Each day, I received many solicited (that means I 'signed-up' for them) blogs, articles, and the like through emails.  Since a preacher friend and I had an unplanned breakfast with Dr. Robert Jeffress, I have signed up for his mailings plus purchased several of his books.  He is doing a great job of preparing his people (and us) for the future.  Today, I received the following article from him.  As you will see, he gives us a Biblical perspective on the Russian-Ukraine war.  I pray it helps you as it did me.  

How Christians Should Respond to Russia’s Invasion of Ukraine


Dr. Robert Jeffress Commentary

Today marks the outbreak of military conflict of a kind and on a scale the world has not seen since World War II. We are watching a devastating invasion unfold in real time. Visceral and disturbing images stream out of Ukraine every moment, as Russian forces bombard and assault Ukrainian city centers. It can be difficult to process events like this. We need a biblical lens. So I want to remind you of some basic truths to help you navigate these extraordinary times.
First, wars remind us that God is sovereign over history. Nations rise and fall at His command. As God revealed to the prophet Daniel, empires would rise and fall, each failing to establish itself permanently. The kings and kingdoms of this world are like the changing of the seasons—they rise and eventually they all fall, according to God’s will (Daniel 2:21). Nothing catches God by surprise or thwarts His plans. As the Psalmist tells us, “The Lord brings the counsel of the nations to nothing; he frustrates the plans of the peoples. The counsel of the Lord stands forever, the plans of his heart to all generations” (Psalm 33:10-11). The evil designs of dictators like Vladimir Putin are, in some mysterious way, turned and used by God to accomplish His greater purposes in the world: “The king’s heart is a stream of water in the hand of the Lord; he turns it wherever he will” (Proverbs 21:1).
Second, wars remind us that the end is near, but they don’t necessarily mean the end is here. Russia’s invasion of Ukraine is an awful display of needless aggression by a glory-hungry dictator. But these events probably do not herald the end of the world. This terrible conflict is much more likely to be yet another of what Jesus called the “beginning of the birth pains” that characterize our age. There will be “wars and rumors of wars,” instances of “nation” suddenly rising up “against nation” and “kingdom against kingdom” (Matthew 24:6-8).

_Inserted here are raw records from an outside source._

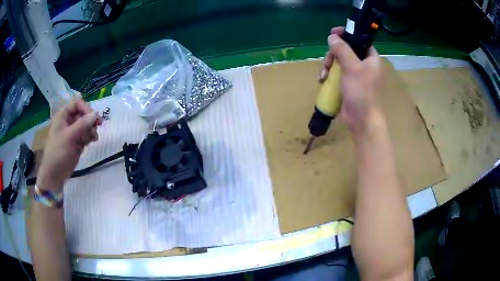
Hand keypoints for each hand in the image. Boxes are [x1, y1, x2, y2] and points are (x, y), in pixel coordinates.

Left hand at [37, 98, 101, 190]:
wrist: (54, 174)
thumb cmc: (59, 153)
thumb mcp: (70, 137)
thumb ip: (83, 124)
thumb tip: (96, 114)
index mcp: (63, 115)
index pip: (77, 103)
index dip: (86, 108)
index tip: (94, 118)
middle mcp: (68, 121)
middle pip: (83, 113)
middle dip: (90, 120)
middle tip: (97, 128)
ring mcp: (72, 132)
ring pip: (86, 124)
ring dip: (92, 129)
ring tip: (94, 138)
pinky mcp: (76, 142)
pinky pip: (86, 134)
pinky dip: (91, 136)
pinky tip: (93, 141)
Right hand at [320, 27, 384, 138]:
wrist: (362, 121)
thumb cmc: (362, 93)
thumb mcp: (352, 68)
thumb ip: (342, 50)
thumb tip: (332, 37)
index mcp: (371, 58)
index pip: (359, 39)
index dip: (347, 34)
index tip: (333, 33)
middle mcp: (364, 64)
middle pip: (346, 49)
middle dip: (333, 54)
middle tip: (328, 61)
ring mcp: (355, 74)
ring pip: (339, 61)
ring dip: (329, 65)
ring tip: (323, 75)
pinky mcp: (348, 84)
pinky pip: (336, 73)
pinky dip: (329, 75)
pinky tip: (322, 80)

It is true that birth pains get worse and increase in intensity as the birth approaches. We are closer now to the end of history and the return of Christ than ever before. Yet we do not know whether that return is one year or one thousand years away—it is simply not for us to know (Matthew 24:36). It may be that God allows each generation to experience such pains and tremors, not to send us into a frenzy but instead to remind us that the current order of things is temporary. In war we have a preview of what the end of the age will look like. The Antichrist’s actions will in some ways resemble the destructive and lawless actions of Vladimir Putin (1 John 2:18). The end of the age will in some ways resemble these terrible days of war and carnage.

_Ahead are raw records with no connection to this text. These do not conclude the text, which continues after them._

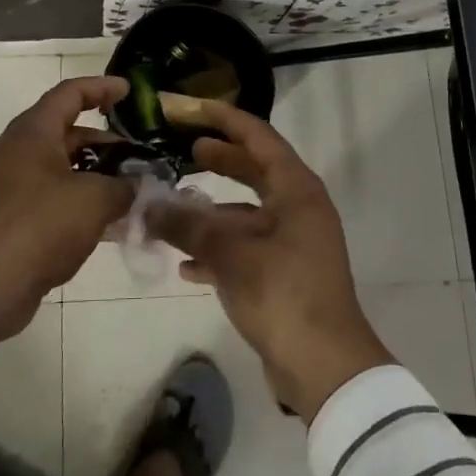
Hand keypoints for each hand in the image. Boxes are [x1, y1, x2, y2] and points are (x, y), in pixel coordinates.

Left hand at [0, 76, 133, 345]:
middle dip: (104, 142)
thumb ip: (123, 186)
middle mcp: (17, 151)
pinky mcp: (10, 217)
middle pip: (66, 132)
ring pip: (61, 168)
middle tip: (137, 156)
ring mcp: (10, 185)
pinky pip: (51, 197)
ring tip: (129, 190)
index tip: (128, 92)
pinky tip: (107, 223)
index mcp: (33, 132)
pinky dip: (79, 201)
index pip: (70, 94)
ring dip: (94, 175)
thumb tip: (135, 185)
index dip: (101, 88)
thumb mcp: (95, 200)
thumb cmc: (42, 225)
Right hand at [147, 101, 392, 421]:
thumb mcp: (232, 255)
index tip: (192, 109)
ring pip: (246, 213)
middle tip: (184, 150)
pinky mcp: (284, 274)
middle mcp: (298, 209)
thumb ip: (189, 225)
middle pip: (254, 171)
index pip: (259, 138)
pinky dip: (218, 251)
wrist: (325, 366)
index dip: (225, 120)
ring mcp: (293, 242)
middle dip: (220, 160)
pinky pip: (246, 248)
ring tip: (172, 209)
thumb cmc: (284, 294)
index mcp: (297, 191)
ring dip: (211, 212)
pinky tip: (185, 265)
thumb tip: (151, 204)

Third, wars should stir us to courage in the face of evil, sympathy for innocent victims, and urgency for the Great Commission. As we seek to respond in a Christian way to these circumstances, you may be wondering what you can do. We should have courage amidst the uncertainty and evil that surrounds us. As Paul told the Corinthians: “Be on your guard; stand firm in the faith; be courageous; be strong” (1 Corinthians 16:13). We should also have sympathy for the innocent victims of this unprovoked war. We should pray for a quick end to the conflict, for the safety of innocent people, and for the Christians who will surely be persecuted under Putin’s godless regime. Finally, we must have a renewed urgency for our gospel mission. Christ has told us what to do with the time we have until He returns (Matthew 28:19-20). So we need to make “the best use of the time,” sharing the gospel with as many people as possible (Colossians 4:5).
We do not know when this age will end, when our civilization may unravel, or even how long our own life will be. So there is no time to waste in making Christ known and sharing the eternal hope we have in Him. He promises us the only safe haven from war, in the only Kingdom that will experience unending peace.